■ Records to use
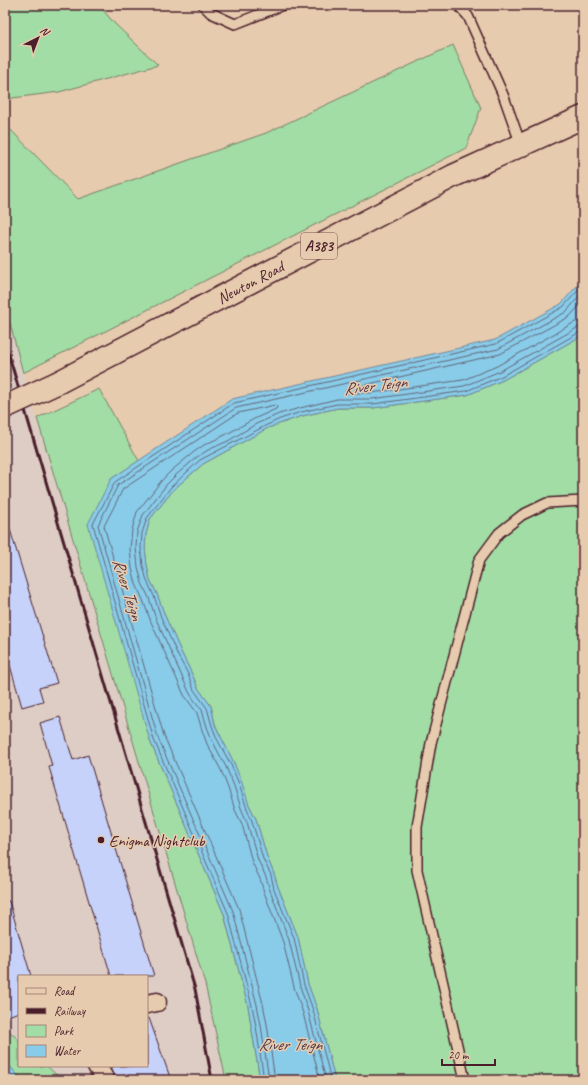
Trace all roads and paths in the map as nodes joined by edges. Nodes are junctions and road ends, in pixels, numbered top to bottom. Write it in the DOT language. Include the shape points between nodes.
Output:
graph roads {
  1 [pos="203,5"];
  2 [pos="283,5"];
  3 [pos="458,5"];
  4 [pos="583,116"];
  5 [pos="521,145"];
  6 [pos="5,407"];
  7 [pos="583,501"];
  8 [pos="98,1067"];
  9 [pos="105,1080"];
  10 [pos="465,1080"];
  1 -- 2 [label="lane" via="211,13 236,24"];
  3 -- 5 [label="lane" via="468,16 504,97"];
  4 -- 5 [label="main road, Newton Road / A383"];
  5 -- 6 [label="main road, Newton Road / A383, bridge" via="453,176 58,382"];
  7 -- 10 [label="lane" via="547,504 522,515 499,533 479,560 431,743 417,827 417,870"];
  8 -- 9 [label="street"];
}
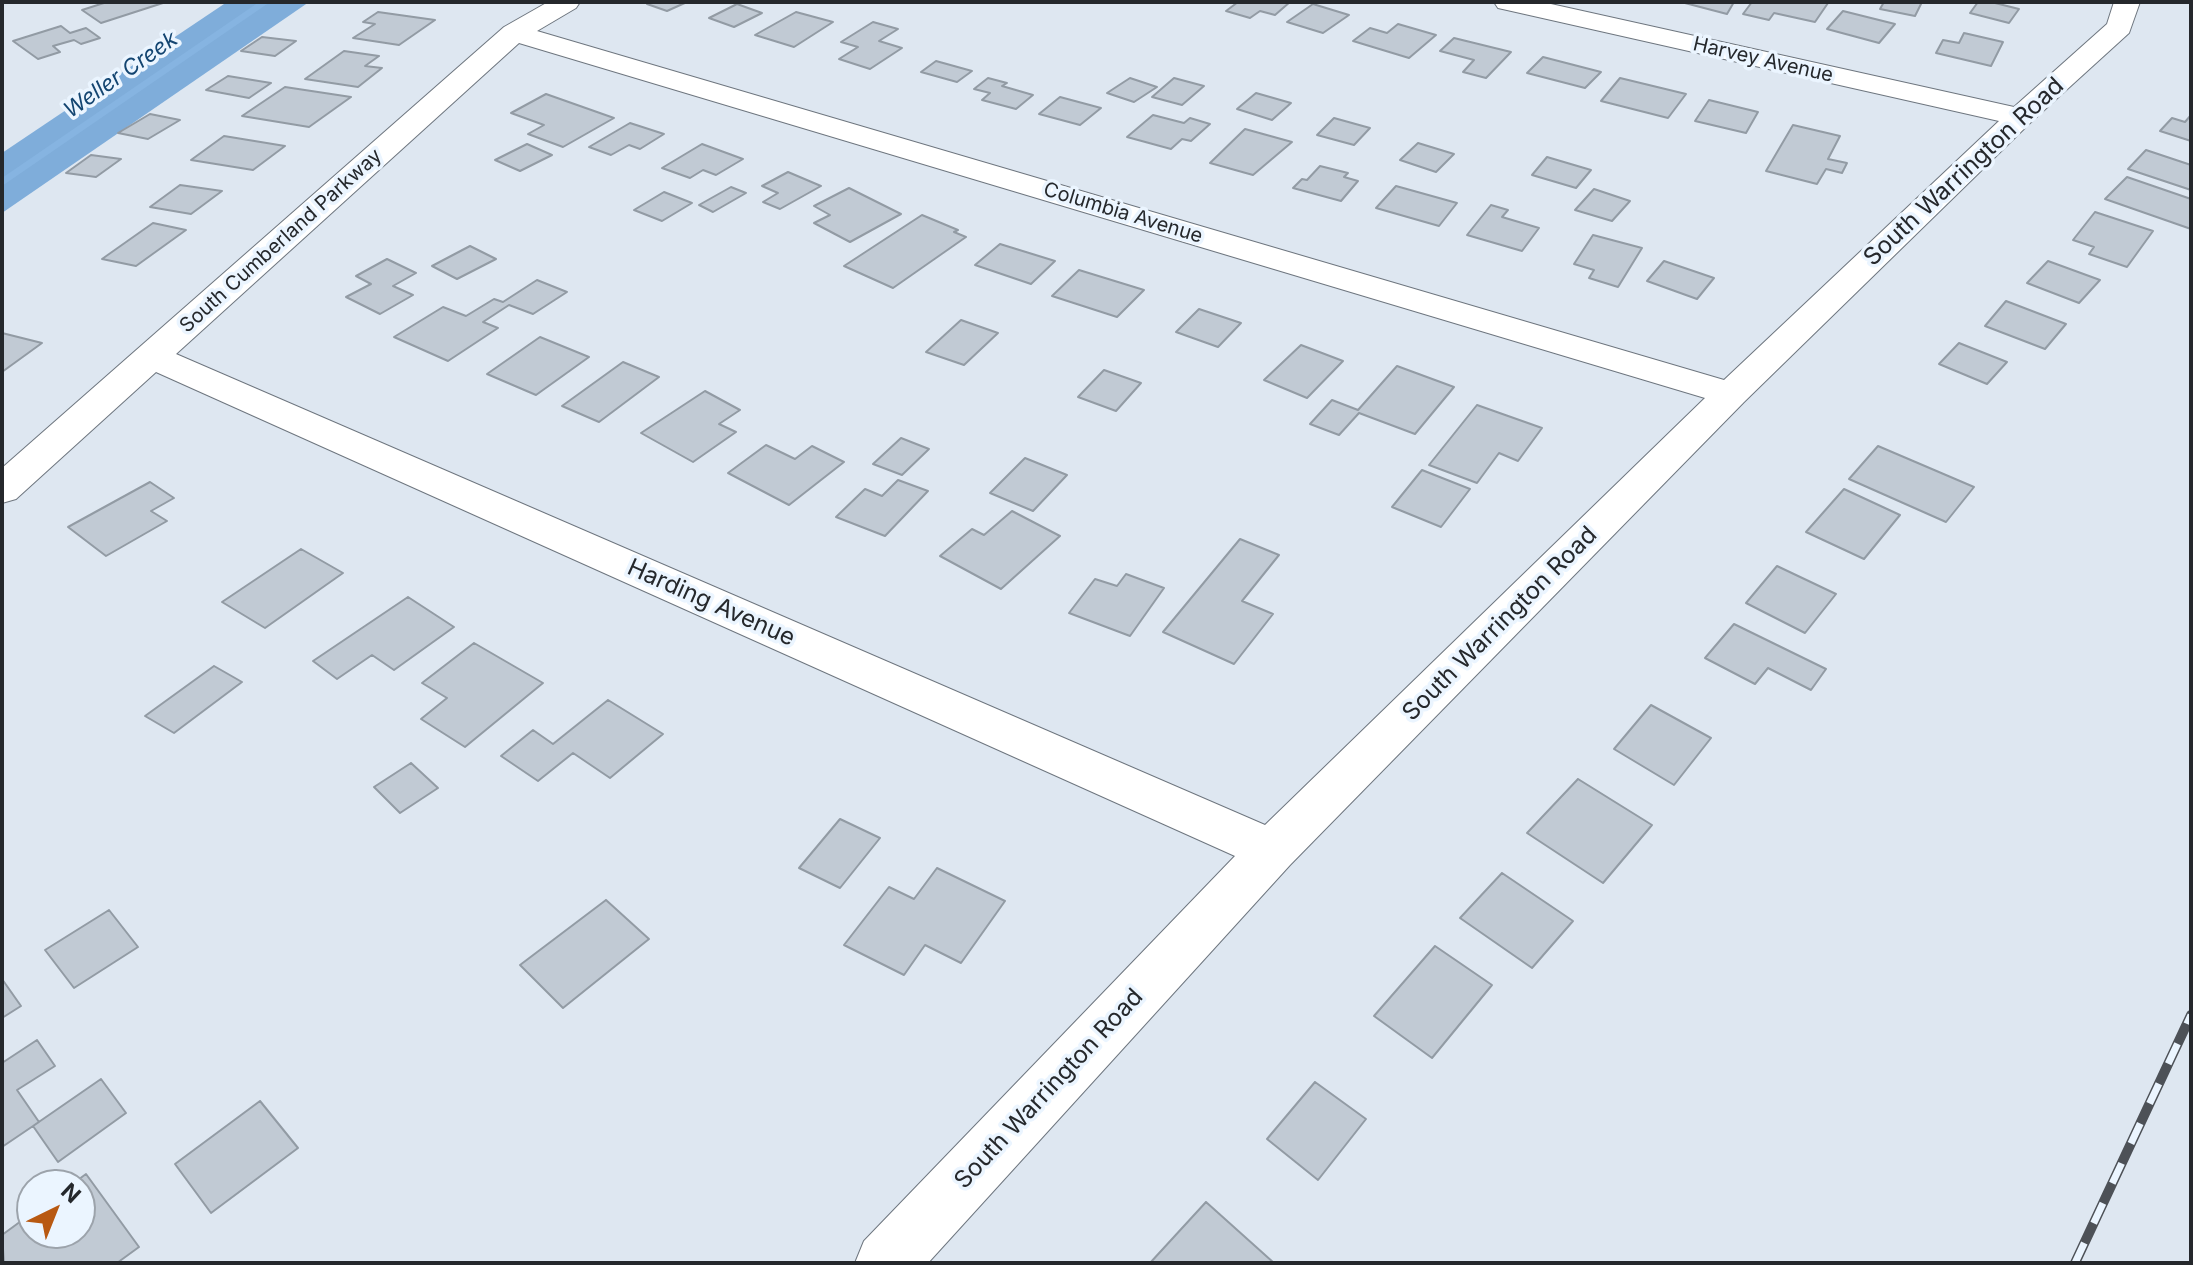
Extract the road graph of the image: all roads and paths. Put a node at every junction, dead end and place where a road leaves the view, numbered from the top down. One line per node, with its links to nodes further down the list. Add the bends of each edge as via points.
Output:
1 (567, 2): 4 (street, South Cumberland Parkway)
2 (1507, 2): 5 (street, Harvey Avenue)
3 (2127, 2): 5 (street, South Warrington Road, via 2119,27)
4 (514, 33): 6 (street, South Cumberland Parkway); 7 (street, Columbia Avenue)
5 (2020, 117): 7 (street, South Warrington Road)
6 (150, 356): 8 (street, South Cumberland Parkway); 9 (street, Harding Avenue)
7 (1731, 394): 9 (street, South Warrington Road)
8 (2, 490)
9 (1272, 850): 10 (street, South Warrington Road)
10 (886, 1263)

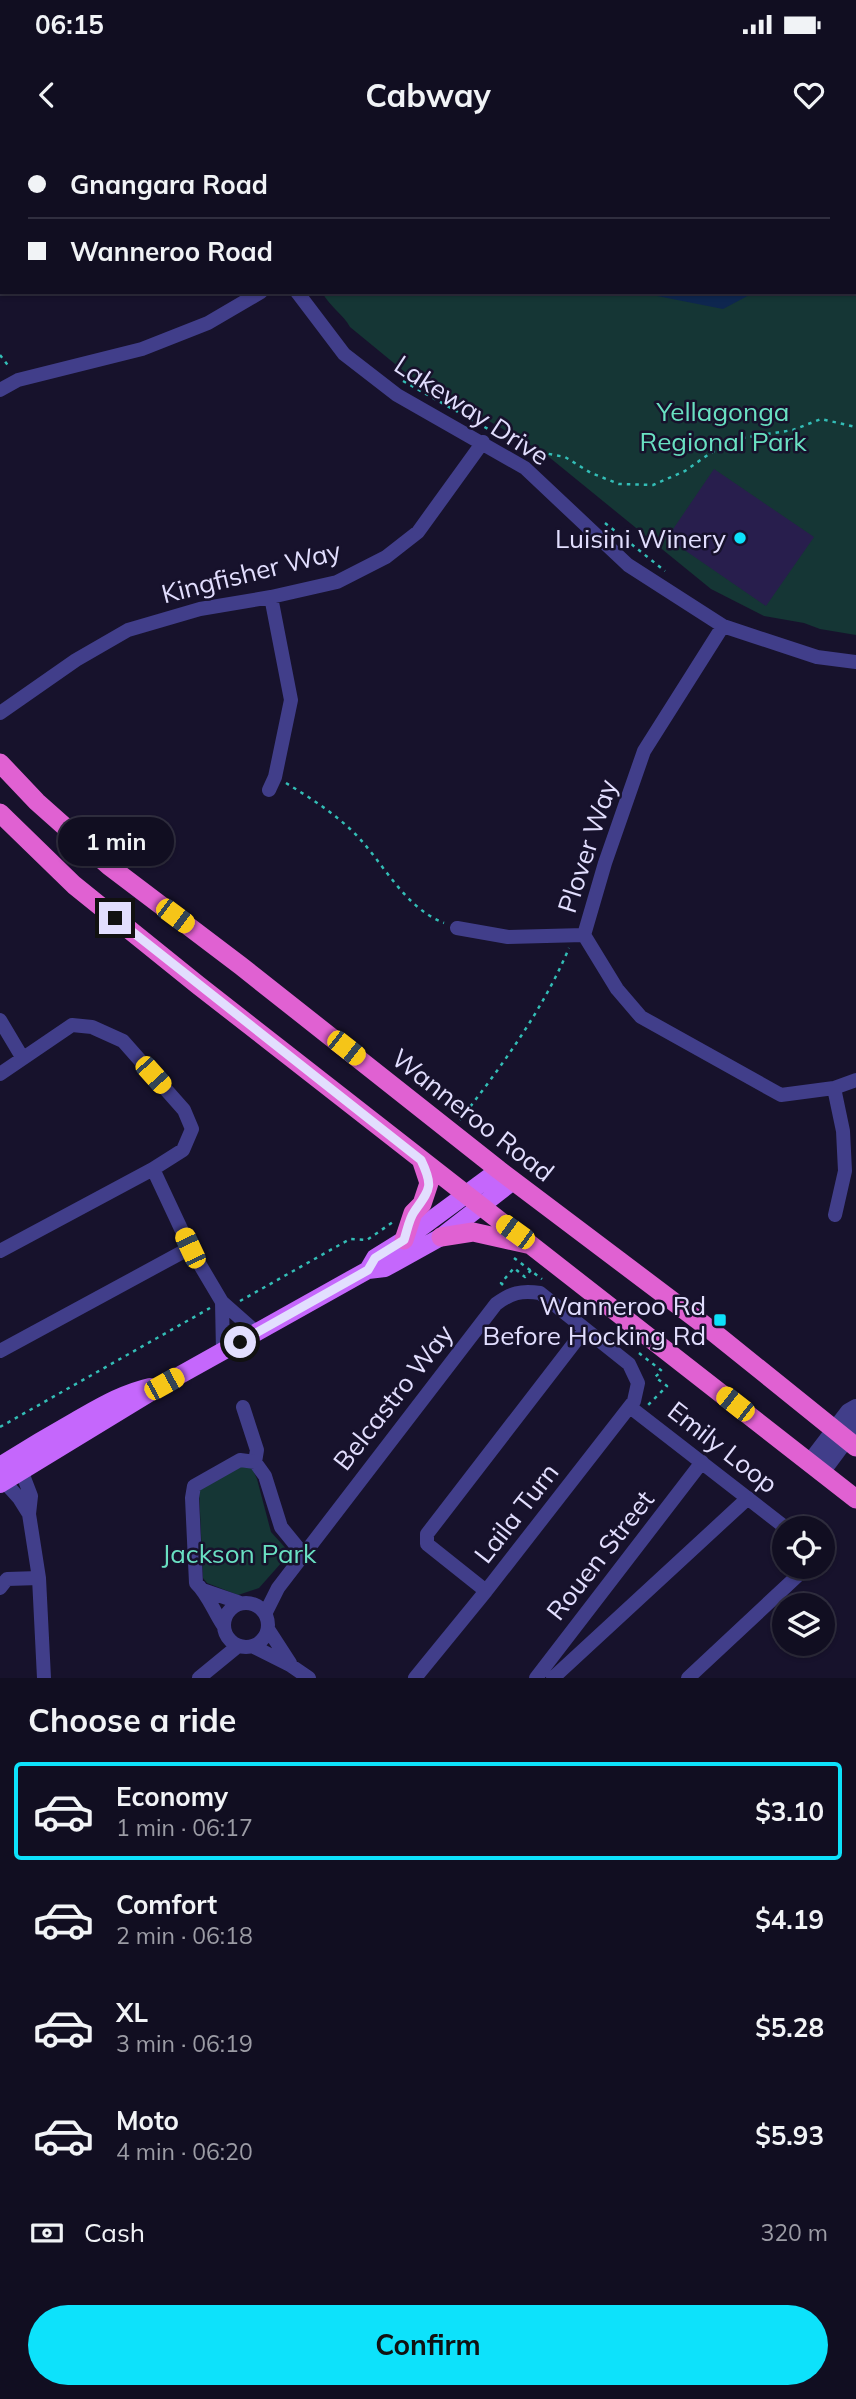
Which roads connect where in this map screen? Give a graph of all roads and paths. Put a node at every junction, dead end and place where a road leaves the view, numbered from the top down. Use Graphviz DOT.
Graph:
graph roads {
  1 [pos="258,294"];
  2 [pos="299,294"];
  3 [pos="0,355"];
  4 [pos="18,380"];
  5 [pos="0,390"];
  6 [pos="856,427"];
  7 [pos="483,442"];
  8 [pos="525,468"];
  9 [pos="271,597"];
  10 [pos="723,626"];
  11 [pos="856,662"];
  12 [pos="0,713"];
  13 [pos="0,763"];
  14 [pos="272,783"];
  15 [pos="0,813"];
  16 [pos="457,928"];
  17 [pos="579,935"];
  18 [pos="0,1020"];
  19 [pos="22,1057"];
  20 [pos="0,1074"];
  21 [pos="856,1080"];
  22 [pos="834,1088"];
  23 [pos="452,1131"];
  24 [pos="421,1160"];
  25 [pos="153,1168"];
  26 [pos="506,1176"];
  27 [pos="472,1201"];
  28 [pos="835,1215"];
  29 [pos="441,1237"];
  30 [pos="404,1240"];
  31 [pos="534,1246"];
  32 [pos="190,1248"];
  33 [pos="0,1251"];
  34 [pos="368,1270"];
  35 [pos="531,1270"];
  36 [pos="510,1294"];
  37 [pos="222,1302"];
  38 [pos="585,1329"];
  39 [pos="256,1332"];
  40 [pos="0,1351"];
  41 [pos="223,1351"];
  42 [pos="663,1371"];
  43 [pos="243,1407"];
  44 [pos="856,1408"];
  45 [pos="635,1410"];
  46 [pos="848,1435"];
  47 [pos="255,1462"];
  48 [pos="702,1462"];
  49 [pos="816,1467"];
  50 [pos="6,1473"];
  51 [pos="748,1498"];
  52 [pos="856,1499"];
  53 [pos="29,1514"];
  54 [pos="772,1517"];
  55 [pos="303,1554"];
  56 [pos="39,1578"];
  57 [pos="794,1579"];
  58 [pos="0,1588"];
  59 [pos="203,1590"];
  60 [pos="486,1591"];
  61 [pos="238,1602"];
  62 [pos="260,1609"];
  63 [pos="268,1629"];
  64 [pos="225,1630"];
  65 [pos="238,1646"];
  66 [pos="254,1647"];
  67 [pos="290,1665"];
  68 [pos="204,1674"];
  69 [pos="44,1678"];
  70 [pos="309,1678"];
  71 [pos="415,1678"];
  72 [pos="536,1678"];
  73 [pos="554,1678"];
  74 [pos="688,1678"];
  1 -- 4 [label="street"];
  2 -- 7 [label="street, Lakeway Drive"];
  3 -- 4 [label="path"];
  4 -- 5 [label="street"];
  6 -- 8 [label="path"];
  7 -- 8 [label="street, Lakeway Drive"];
  7 -- 9 [label="street, Kingfisher Way"];
  8 -- 10 [label="street, Lakeway Drive"];
  9 -- 12 [label="street, Kingfisher Way"];
  9 -- 14 [label="street"];
  10 -- 11 [label="street, Lakeway Drive"];
  10 -- 17 [label="street, Plover Way"];
  13 -- 23 [label="highway, Wanneroo Road"];
  14 -- 16 [label="path"];
  15 -- 24 [label="highway"];
  16 -- 17 [label="street"];
  17 -- 22 [label="street, Plover Way"];
  17 -- 23 [label="path"];
  18 -- 19 [label="street"];
  19 -- 20 [label="street"];
  19 -- 25 [label="street"];
  21 -- 22 [label="street, Plover Way"];
  22 -- 28 [label="street"];
  23 -- 26 [label="highway, Wanneroo Road"];
  24 -- 27 [label="highway"];
  24 -- 30 [label="highway"];
  25 -- 32 [label="street"];
  25 -- 33 [label="street"];
  26 -- 27 [label="main road"];
  26 -- 46 [label="highway, Wanneroo Road"];
  27 -- 29 [label="main road"];
  27 -- 30 [label="main road"];
  27 -- 31 [label="highway"];
  29 -- 31 [label="highway"];
  29 -- 34 [label="main road"];
  30 -- 34 [label="main road"];
  31 -- 49 [label="highway"];
  32 -- 37 [label="street"];
  32 -- 40 [label="street"];
  34 -- 39 [label="main road"];
  35 -- 36 [label="path"];
  36 -- 38 [label="street"];
  36 -- 55 [label="street, Belcastro Way"];
  37 -- 39 [label="street"];
  37 -- 41 [label="street"];
  38 -- 45 [label="street, Laila Turn"];
  38 -- 60 [label="street"];
  39 -- 41 [label="main road"];
  41 -- 50 [label="main road"];
  42 -- 45 [label="path"];
  43 -- 47 [label="street"];
  44 -- 46 [label="street"];
  45 -- 48 [label="street, Emily Loop"];
  45 -- 60 [label="street, Laila Turn"];
  46 -- 49 [label="street"];
  47 -- 55 [label="street"];
  47 -- 59 [label="street"];
  48 -- 51 [label="street, Emily Loop"];
  48 -- 72 [label="street, Rouen Street"];
  49 -- 52 [label="highway"];
  50 -- 53 [label="street"];
  50 -- 53 [label="street"];
  51 -- 54 [label="street, Emily Loop"];
  51 -- 73 [label="street"];
  53 -- 56 [label="street"];
  55 -- 62 [label="street, Belcastro Way"];
  56 -- 58 [label="street"];
  56 -- 69 [label="street"];
  57 -- 74 [label="street"];
  59 -- 61 [label="street"];
  59 -- 64 [label="street"];
  60 -- 71 [label="street, Laila Turn"];
  61 -- 62 [label="street"];
  61 -- 64 [label="street"];
  62 -- 63 [label="street"];
  63 -- 66 [label="street"];
  63 -- 67 [label="street"];
  64 -- 65 [label="street"];
  64 -- 68 [label="street"];
  65 -- 66 [label="street"];
  65 -- 68 [label="street"];
  66 -- 67 [label="street"];
  67 -- 70 [label="street"];
}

■ Task instructions
Without including any picture, print every record exactly as written above.

■ Result
Trace all roads and paths in the map as nodes joined by edges. Nodes are junctions and road ends, in pixels, numbered top to bottom. Write it in the DOT language. Include the shape points between nodes.
Output:
graph roads {
  1 [pos="203,5"];
  2 [pos="283,5"];
  3 [pos="458,5"];
  4 [pos="583,116"];
  5 [pos="521,145"];
  6 [pos="5,407"];
  7 [pos="583,501"];
  8 [pos="98,1067"];
  9 [pos="105,1080"];
  10 [pos="465,1080"];
  1 -- 2 [label="lane" via="211,13 236,24"];
  3 -- 5 [label="lane" via="468,16 504,97"];
  4 -- 5 [label="main road, Newton Road / A383"];
  5 -- 6 [label="main road, Newton Road / A383, bridge" via="453,176 58,382"];
  7 -- 10 [label="lane" via="547,504 522,515 499,533 479,560 431,743 417,827 417,870"];
  8 -- 9 [label="street"];
}
Extract the road graph of the image: all roads and paths. Put a node at every junction, dead end and place where a road leaves the view, numbered from the top down. One line per node, with its links to nodes further down the list. Add the bends of each edge as via points.
Output:
1 (567, 2): 4 (street, South Cumberland Parkway)
2 (1507, 2): 5 (street, Harvey Avenue)
3 (2127, 2): 5 (street, South Warrington Road, via 2119,27)
4 (514, 33): 6 (street, South Cumberland Parkway); 7 (street, Columbia Avenue)
5 (2020, 117): 7 (street, South Warrington Road)
6 (150, 356): 8 (street, South Cumberland Parkway); 9 (street, Harding Avenue)
7 (1731, 394): 9 (street, South Warrington Road)
8 (2, 490)
9 (1272, 850): 10 (street, South Warrington Road)
10 (886, 1263)

Which roads connect where in this map screen? Give a graph of all roads and paths. Put a node at every junction, dead end and place where a road leaves the view, numbered from the top down. Use Graphviz DOT.
Graph:
graph roads {
  1 [pos="258,294"];
  2 [pos="299,294"];
  3 [pos="0,355"];
  4 [pos="18,380"];
  5 [pos="0,390"];
  6 [pos="856,427"];
  7 [pos="483,442"];
  8 [pos="525,468"];
  9 [pos="271,597"];
  10 [pos="723,626"];
  11 [pos="856,662"];
  12 [pos="0,713"];
  13 [pos="0,763"];
  14 [pos="272,783"];
  15 [pos="0,813"];
  16 [pos="457,928"];
  17 [pos="579,935"];
  18 [pos="0,1020"];
  19 [pos="22,1057"];
  20 [pos="0,1074"];
  21 [pos="856,1080"];
  22 [pos="834,1088"];
  23 [pos="452,1131"];
  24 [pos="421,1160"];
  25 [pos="153,1168"];
  26 [pos="506,1176"];
  27 [pos="472,1201"];
  28 [pos="835,1215"];
  29 [pos="441,1237"];
  30 [pos="404,1240"];
  31 [pos="534,1246"];
  32 [pos="190,1248"];
  33 [pos="0,1251"];
  34 [pos="368,1270"];
  35 [pos="531,1270"];
  36 [pos="510,1294"];
  37 [pos="222,1302"];
  38 [pos="585,1329"];
  39 [pos="256,1332"];
  40 [pos="0,1351"];
  41 [pos="223,1351"];
  42 [pos="663,1371"];
  43 [pos="243,1407"];
  44 [pos="856,1408"];
  45 [pos="635,1410"];
  46 [pos="848,1435"];
  47 [pos="255,1462"];
  48 [pos="702,1462"];
  49 [pos="816,1467"];
  50 [pos="6,1473"];
  51 [pos="748,1498"];
  52 [pos="856,1499"];
  53 [pos="29,1514"];
  54 [pos="772,1517"];
  55 [pos="303,1554"];
  56 [pos="39,1578"];
  57 [pos="794,1579"];
  58 [pos="0,1588"];
  59 [pos="203,1590"];
  60 [pos="486,1591"];
  61 [pos="238,1602"];
  62 [pos="260,1609"];
  63 [pos="268,1629"];
  64 [pos="225,1630"];
  65 [pos="238,1646"];
  66 [pos="254,1647"];
  67 [pos="290,1665"];
  68 [pos="204,1674"];
  69 [pos="44,1678"];
  70 [pos="309,1678"];
  71 [pos="415,1678"];
  72 [pos="536,1678"];
  73 [pos="554,1678"];
  74 [pos="688,1678"];
  1 -- 4 [label="street"];
  2 -- 7 [label="street, Lakeway Drive"];
  3 -- 4 [label="path"];
  4 -- 5 [label="street"];
  6 -- 8 [label="path"];
  7 -- 8 [label="street, Lakeway Drive"];
  7 -- 9 [label="street, Kingfisher Way"];
  8 -- 10 [label="street, Lakeway Drive"];
  9 -- 12 [label="street, Kingfisher Way"];
  9 -- 14 [label="street"];
  10 -- 11 [label="street, Lakeway Drive"];
  10 -- 17 [label="street, Plover Way"];
  13 -- 23 [label="highway, Wanneroo Road"];
  14 -- 16 [label="path"];
  15 -- 24 [label="highway"];
  16 -- 17 [label="street"];
  17 -- 22 [label="street, Plover Way"];
  17 -- 23 [label="path"];
  18 -- 19 [label="street"];
  19 -- 20 [label="street"];
  19 -- 25 [label="street"];
  21 -- 22 [label="street, Plover Way"];
  22 -- 28 [label="street"];
  23 -- 26 [label="highway, Wanneroo Road"];
  24 -- 27 [label="highway"];
  24 -- 30 [label="highway"];
  25 -- 32 [label="street"];
  25 -- 33 [label="street"];
  26 -- 27 [label="main road"];
  26 -- 46 [label="highway, Wanneroo Road"];
  27 -- 29 [label="main road"];
  27 -- 30 [label="main road"];
  27 -- 31 [label="highway"];
  29 -- 31 [label="highway"];
  29 -- 34 [label="main road"];
  30 -- 34 [label="main road"];
  31 -- 49 [label="highway"];
  32 -- 37 [label="street"];
  32 -- 40 [label="street"];
  34 -- 39 [label="main road"];
  35 -- 36 [label="path"];
  36 -- 38 [label="street"];
  36 -- 55 [label="street, Belcastro Way"];
  37 -- 39 [label="street"];
  37 -- 41 [label="street"];
  38 -- 45 [label="street, Laila Turn"];
  38 -- 60 [label="street"];
  39 -- 41 [label="main road"];
  41 -- 50 [label="main road"];
  42 -- 45 [label="path"];
  43 -- 47 [label="street"];
  44 -- 46 [label="street"];
  45 -- 48 [label="street, Emily Loop"];
  45 -- 60 [label="street, Laila Turn"];
  46 -- 49 [label="street"];
  47 -- 55 [label="street"];
  47 -- 59 [label="street"];
  48 -- 51 [label="street, Emily Loop"];
  48 -- 72 [label="street, Rouen Street"];
  49 -- 52 [label="highway"];
  50 -- 53 [label="street"];
  50 -- 53 [label="street"];
  51 -- 54 [label="street, Emily Loop"];
  51 -- 73 [label="street"];
  53 -- 56 [label="street"];
  55 -- 62 [label="street, Belcastro Way"];
  56 -- 58 [label="street"];
  56 -- 69 [label="street"];
  57 -- 74 [label="street"];
  59 -- 61 [label="street"];
  59 -- 64 [label="street"];
  60 -- 71 [label="street, Laila Turn"];
  61 -- 62 [label="street"];
  61 -- 64 [label="street"];
  62 -- 63 [label="street"];
  63 -- 66 [label="street"];
  63 -- 67 [label="street"];
  64 -- 65 [label="street"];
  64 -- 68 [label="street"];
  65 -- 66 [label="street"];
  65 -- 68 [label="street"];
  66 -- 67 [label="street"];
  67 -- 70 [label="street"];
}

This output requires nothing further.